Amy Phan, Northwest Asian Weekly

November 8, 2008

Movement isn’t limited to the physical alone. It meanders and fluctuates through every other facet of life – like language, societal norms and identity, with answers and definitions changing as rapidly as the question or problem it sought out to satisfy.

Just ask 43-year-old Kip Fulbeck.

He was born into a family of three brothers and one sister who are full Chinese, the result of his Irish-English father marrying his then widowed Chinese mother. As one of the only two Caucasians in his family, he recalled being called “Guai-lo” — meaning ‘white devil’ in Chinese — constantly by his siblings while known in school in the Covina, Calif. area, as the “Asian boy.”

As the definition of Fulbeck’s ethnicity changed depending on each situation, he said he always felt that in order to embrace one culture, he had to alienate the other — specifically when he filled out what race he was on standardized school tests.

“It was like asking me to choose Mom or Dad,” he said during the nationwide speaking tour, “What Are You? The Changing Face of America,” at Seattle University on Thursday, Oct. 16.

But trying to blend in with everyone else was never an option for Fulbeck. He was born two years before interracial marriage was legal. Wherever Fulbeck went, he was always an ethnic conundrum.

“People have called me all sorts of things, like Hawaiian, Native American, Black … everything except Chinese,” he said.

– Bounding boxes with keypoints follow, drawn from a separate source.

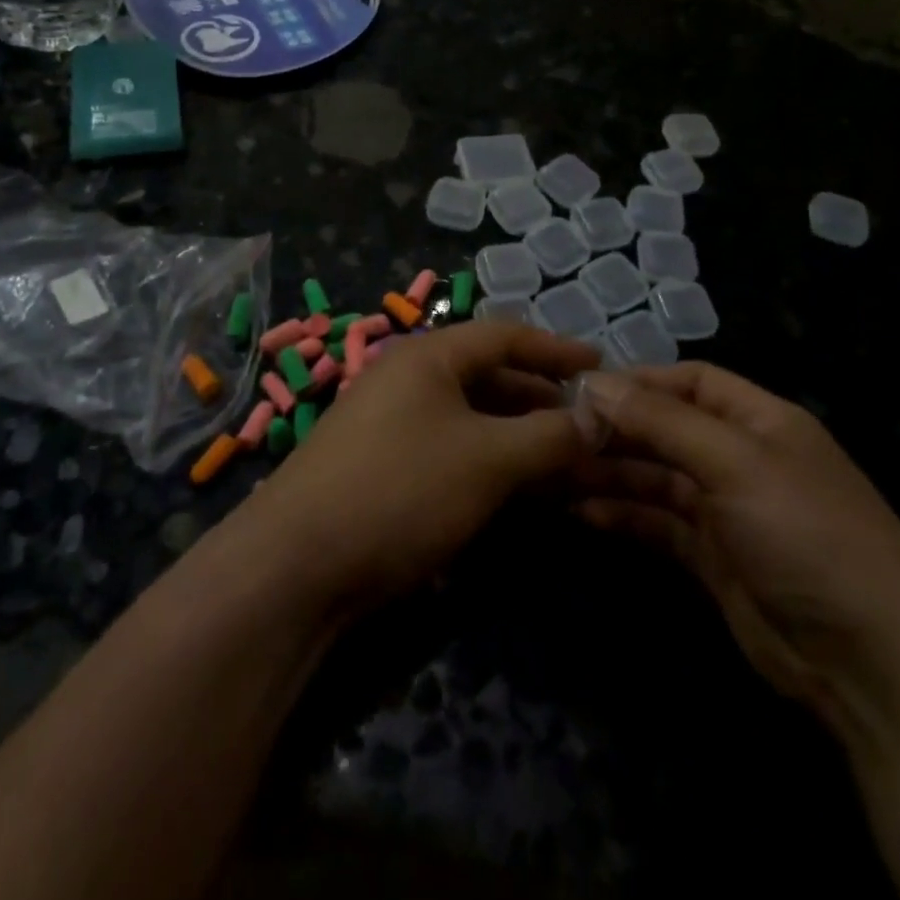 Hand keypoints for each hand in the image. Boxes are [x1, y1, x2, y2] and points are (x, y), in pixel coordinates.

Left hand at [236, 323, 599, 615]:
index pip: (504, 335)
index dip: (556, 348)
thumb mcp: (488, 458)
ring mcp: (391, 423)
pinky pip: (450, 449)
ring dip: (517, 436)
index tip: (601, 365)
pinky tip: (516, 491)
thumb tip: (599, 417)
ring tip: (564, 462)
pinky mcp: (383, 466)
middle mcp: (407, 379)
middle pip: (488, 376)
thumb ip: (549, 435)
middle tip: (590, 425)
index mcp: (428, 357)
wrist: (298, 564)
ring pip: (470, 418)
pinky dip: (487, 462)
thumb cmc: (401, 489)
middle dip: (541, 399)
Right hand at [568, 364, 899, 731]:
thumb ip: (662, 421)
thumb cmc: (806, 536)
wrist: (871, 664)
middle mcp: (740, 457)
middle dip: (613, 429)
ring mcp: (726, 510)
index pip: (689, 381)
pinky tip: (582, 513)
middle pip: (665, 428)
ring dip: (608, 472)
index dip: (637, 381)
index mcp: (759, 420)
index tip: (579, 390)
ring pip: (655, 476)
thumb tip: (594, 384)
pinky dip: (622, 515)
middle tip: (552, 435)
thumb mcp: (735, 463)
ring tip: (553, 473)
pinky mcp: (711, 558)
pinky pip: (657, 522) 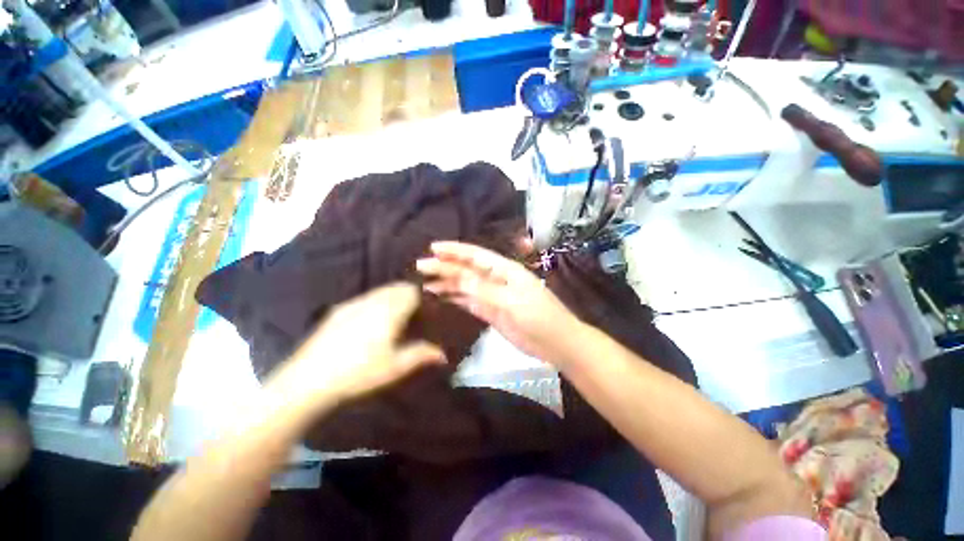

Fast forward about four decades later and no doubt there are more mixed children like Fulbeck — with the last anti-miscegenation law lifted in 1967 — there remains many arbitrary social rules and laws that “are sometimes stupid,” said Fulbeck.

Like the fact that the lesbian, gay, bisexual and transgender community cannot legally marry in the majority of the country, a point Fulbeck will often cite to contextualize for audience members that meaningless rules still exist — and its consequent learned behavior — that define who we are.

The tour, which comprises of high school and college stops, is a little bit over an hour of Fulbeck showcasing his acclaimed book, “The Hapa Project,” which addresses Hapa and multiracial identity issues in addition to his latest book of tattoos and identity called “Permanence.” The tour is slated to run until April 2009.

But despite a seemingly multi-platform artistry, Fulbeck’s work can be debunked to one thematic issue: social identity.

His talk engaged audience members to consider who they are without donning any social lenses. Speaking from the perspective that race does not biologically exist, Fulbeck raised notions of the social construction of race and challenged the audience to think of identity divorced from race.

“… because diversity is not just about race. There are so many other issues related, like age, social economics, disability, sexuality,” said Fulbeck.

While we are not racially separated, he says, we do have a right to make up our own multifaceted dimensions of identity sans any anchoring racial characteristics that society predetermines for us.

For “The Hapa Project,” Fulbeck photographed over 1,200 Hapa individuals. Despite its connotative title, there was no racial requirement on who could be in the book — half or otherwise.

“No one gets to decide who you are,” he said. Though once known as a derogatory Hawaiian term — “Hapa,” said Fulbeck, can mean many things, not just someone of mixed race.

“Language moves, morphs and changes,” he said.

It’s a perspective Fulbeck strives to instill in others.

When he isn’t creating art, he’s teaching it. As an art professor at the University of California, Santa Barbara, he said he always challenges his students to “draw like they did when they were little kids.”

“Kids don’t understand these rules yet. They aren’t afraid to be themselves, no matter the situation,” he said.

But underpinned beneath identity is Fulbeck’s tacit engagement towards social change.

Since most of his talk is largely autobiographical, he said it becomes a source of therapy, to share his experiences of growing up of a mixed race at a time when it was socially unacceptable.

But it isn’t just self-serving.

“It’s also therapeutic in the sense that I find it meaningful that my talk empowers other people to find parallels in my life compared to theirs and that develops meaning,” he said.

Fulbeck described his most memorable piece of fan mail from a Dallas gay man who was able to find similarities from Fulbeck’s experiences in southern California to his own.

“I hope that audience members leave my show a bit more curious and conscious of the world we live in,” he said.